近鉄(近畿日本鉄道)は、501キロメートル、286駅を擁する日本最大の私鉄である。その成長の背景には、社員の何気ない一言に表れる「人間味」と、幾多の困難を乗り越えた「強さ」があった。元近鉄広報マンで、駅員、車掌、運転士を経た福原稔浩氏は、著書『近鉄学 -元名物広報マンが解き明かす、日本最大私鉄の強さの秘密-』の中で、その舞台裏を詳述している。
私鉄最大級ネットワークの完成
福原氏は「近鉄は最初から『私鉄最大級のネットワーク』を目指していたわけではない。むしろ、気がつけば巨大な鉄道になっていた」と指摘する。
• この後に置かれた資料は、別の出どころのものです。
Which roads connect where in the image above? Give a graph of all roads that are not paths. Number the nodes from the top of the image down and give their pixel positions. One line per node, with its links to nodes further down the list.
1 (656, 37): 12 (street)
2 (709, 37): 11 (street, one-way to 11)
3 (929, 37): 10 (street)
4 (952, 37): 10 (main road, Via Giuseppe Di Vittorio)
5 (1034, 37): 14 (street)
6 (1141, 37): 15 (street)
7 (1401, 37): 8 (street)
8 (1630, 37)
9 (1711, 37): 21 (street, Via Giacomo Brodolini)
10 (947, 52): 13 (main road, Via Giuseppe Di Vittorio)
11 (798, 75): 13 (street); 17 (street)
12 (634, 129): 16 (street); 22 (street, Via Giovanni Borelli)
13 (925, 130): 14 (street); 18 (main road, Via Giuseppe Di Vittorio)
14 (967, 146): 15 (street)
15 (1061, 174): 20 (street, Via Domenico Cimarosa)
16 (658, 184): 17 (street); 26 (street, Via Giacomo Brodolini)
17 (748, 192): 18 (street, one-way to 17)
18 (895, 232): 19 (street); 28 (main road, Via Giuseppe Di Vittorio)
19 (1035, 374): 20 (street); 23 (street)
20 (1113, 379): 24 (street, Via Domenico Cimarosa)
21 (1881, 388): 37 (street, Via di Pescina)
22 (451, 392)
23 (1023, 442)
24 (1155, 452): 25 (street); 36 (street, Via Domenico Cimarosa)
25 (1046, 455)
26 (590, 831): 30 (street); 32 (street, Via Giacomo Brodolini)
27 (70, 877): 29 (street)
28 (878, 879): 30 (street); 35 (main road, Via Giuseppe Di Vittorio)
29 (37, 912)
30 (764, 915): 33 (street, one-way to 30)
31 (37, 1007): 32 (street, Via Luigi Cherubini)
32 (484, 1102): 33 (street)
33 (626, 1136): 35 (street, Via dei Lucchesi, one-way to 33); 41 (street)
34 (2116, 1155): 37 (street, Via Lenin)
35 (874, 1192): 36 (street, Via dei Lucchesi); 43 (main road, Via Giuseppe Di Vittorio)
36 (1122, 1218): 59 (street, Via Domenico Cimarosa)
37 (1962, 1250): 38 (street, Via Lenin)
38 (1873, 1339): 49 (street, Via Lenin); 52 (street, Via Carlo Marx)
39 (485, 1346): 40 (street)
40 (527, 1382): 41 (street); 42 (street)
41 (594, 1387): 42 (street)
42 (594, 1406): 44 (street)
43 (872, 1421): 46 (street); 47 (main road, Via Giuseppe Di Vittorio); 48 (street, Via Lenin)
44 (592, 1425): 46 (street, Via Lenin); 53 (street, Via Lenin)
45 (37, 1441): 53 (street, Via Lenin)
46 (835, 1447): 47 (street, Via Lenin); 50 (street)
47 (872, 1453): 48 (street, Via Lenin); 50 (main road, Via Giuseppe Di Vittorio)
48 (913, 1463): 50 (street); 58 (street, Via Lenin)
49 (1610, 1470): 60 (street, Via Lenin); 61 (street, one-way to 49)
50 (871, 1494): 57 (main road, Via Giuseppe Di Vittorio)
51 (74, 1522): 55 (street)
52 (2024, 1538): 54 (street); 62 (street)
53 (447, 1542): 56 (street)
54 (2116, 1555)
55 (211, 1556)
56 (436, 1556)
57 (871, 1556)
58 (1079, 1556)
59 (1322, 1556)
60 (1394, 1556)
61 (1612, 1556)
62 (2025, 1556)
現在の近鉄の姿は、数多くの合併と再編の歴史の上に成り立っている。象徴的な出来事は1944年、戦時体制下の統合政策で、関西急行鉄道が南海鉄道などと統合され、近畿日本鉄道が発足したことだ。戦後、南海は再び分離独立するが、この統合を契機に現在の近鉄の骨格が形づくられた。
合併にあった「切実な背景」
合併には切実な背景があった。路線ごとに異なる軌間(線路幅)の問題や、約30社に及ぶ鉄道会社の統合など、幾度も課題に直面しながら、その時々の決断を積み重ねてきた。福原氏は「決して順風満帆な歩みではなかった」と振り返る。例えば、吉野線は観光路線として知られるが、福原氏は「吉野は『目的地』ではなく、沿線全体を楽しむ場所」と語り、近鉄の観光開発の戦略を明かす。
「日本一の私鉄」の系譜
近鉄はなぜ日本最大の私鉄へと成長できたのか。福原氏は、路線の成り立ち、車両の進化、観光開発、多角経営など、多角的な視点からその理由を分析する。特に、社員の「うちの沿線は、ええところ」という言葉に象徴される誇りと、現場の視点を重視する姿勢が、強さの源泉だと述べている。
何気ない一言に「近鉄らしさ」
福原氏が最も印象的だったと語るのは、ある社員の「この先の桜がきれいなんですよ」という一言だ。この言葉には、単なる業務説明を超えた、沿線への愛情と乗客への思いやりが込められている。こうした「人間味」こそが、近鉄の強さの秘密の一つだと福原氏は強調する。
近鉄の未来への展望
近鉄は今後も、観光開発や地域貢献を通じて、沿線の魅力を発信し続ける。福原氏は「近鉄の歴史は、人と地域をつなぐ物語」と総括し、その強さの秘密は「人間味」と「挑戦心」にあると結論づけている。